All of lore.kernel.org
 help / color / mirror / Atom feed
From: Aaron Lu <aaron.lu@intel.com>
To: linux-mm@kvack.org, linux-kernel@vger.kernel.org
Cc: Andrew Morton <akpm@linux-foundation.org>,
	Huang Ying <ying.huang@intel.com>,
	Dave Hansen <dave.hansen@linux.intel.com>,
	Kemi Wang <kemi.wang@intel.com>,
	Tim Chen <tim.c.chen@linux.intel.com>,
	Andi Kleen <ak@linux.intel.com>, Michal Hocko <mhocko@suse.com>,
	Vlastimil Babka <vbabka@suse.cz>,
	Mel Gorman <mgorman@techsingularity.net>,
	Matthew Wilcox <willy@infradead.org>,
	Daniel Jordan <daniel.m.jordan@oracle.com>
Subject: [RFC PATCH v2 4/4] mm/free_pcppages_bulk: reduce overhead of cluster operation on free path
Date: Tue, 20 Mar 2018 16:54:52 +0800	[thread overview]
Message-ID: <20180320085452.24641-5-aaron.lu@intel.com> (raw)
In-Reply-To: <20180320085452.24641-1-aaron.lu@intel.com>

After "no_merge for order 0", the biggest overhead in free path for
order 0 pages is now add_to_cluster(). As pages are freed one by one,
it caused frequent operation of add_to_cluster().

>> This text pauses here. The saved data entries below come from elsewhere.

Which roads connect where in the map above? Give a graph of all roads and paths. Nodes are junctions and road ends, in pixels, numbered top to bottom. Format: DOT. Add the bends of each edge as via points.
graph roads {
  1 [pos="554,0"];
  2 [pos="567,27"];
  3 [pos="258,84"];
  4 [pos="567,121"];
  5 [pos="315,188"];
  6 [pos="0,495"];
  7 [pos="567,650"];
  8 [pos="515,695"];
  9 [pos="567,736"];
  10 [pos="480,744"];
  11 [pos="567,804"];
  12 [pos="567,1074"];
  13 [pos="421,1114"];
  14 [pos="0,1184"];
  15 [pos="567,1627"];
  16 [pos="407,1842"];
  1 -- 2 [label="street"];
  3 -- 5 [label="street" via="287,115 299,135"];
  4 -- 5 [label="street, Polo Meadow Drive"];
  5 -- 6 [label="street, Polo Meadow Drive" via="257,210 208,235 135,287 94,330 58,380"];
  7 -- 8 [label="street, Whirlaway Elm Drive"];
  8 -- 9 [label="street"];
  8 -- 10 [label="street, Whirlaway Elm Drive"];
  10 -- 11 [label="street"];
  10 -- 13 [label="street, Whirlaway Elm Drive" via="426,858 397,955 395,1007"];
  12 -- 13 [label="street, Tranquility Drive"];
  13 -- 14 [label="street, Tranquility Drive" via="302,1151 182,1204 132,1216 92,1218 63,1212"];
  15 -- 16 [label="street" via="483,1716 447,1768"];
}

Ideally, if only one migratetype pcp list has pages to free and
count=pcp->batch in free_pcppages_bulk(), we can avoid calling
add_to_cluster() one time per page but adding them in one go as
a single cluster. Let's call this ideal case as single_mt and
single_mt_unmovable represents when only unmovable pcp list has
pages and count in free_pcppages_bulk() equals to pcp->batch.
Ditto for single_mt_movable and single_mt_reclaimable.

I added some counters to see how often this ideal case is. On my
desktop, after boot:

free_pcppages_bulk:	6268
single_mt:		3885 (62%)

free_pcppages_bulk means the number of time this function gets called.
single_mt means number of times when only one pcp migratetype list has
pages to be freed and count=pcp->batch.

single_mt can be further devided into the following 3 cases:
single_mt_unmovable:	 263 (4%)
single_mt_movable:	2566 (41%)
single_mt_reclaimable:	1056 (17%)

After kbuild with a distro kconfig:

free_pcppages_bulk:	9100508
single_mt:		8440310 (93%)

Again, single_mt can be further devided:
single_mt_unmovable:	    290 (0%)
single_mt_movable:	8435483 (92.75%)
single_mt_reclaimable:	   4537 (0.05%)

Considering capturing the case of single_mt_movable requires fewer
lines of code and it is the most often ideal case, I think capturing
this case alone is enough.

This optimization brings zone->lock contention down from 25% to
almost zero again using the parallel free workload.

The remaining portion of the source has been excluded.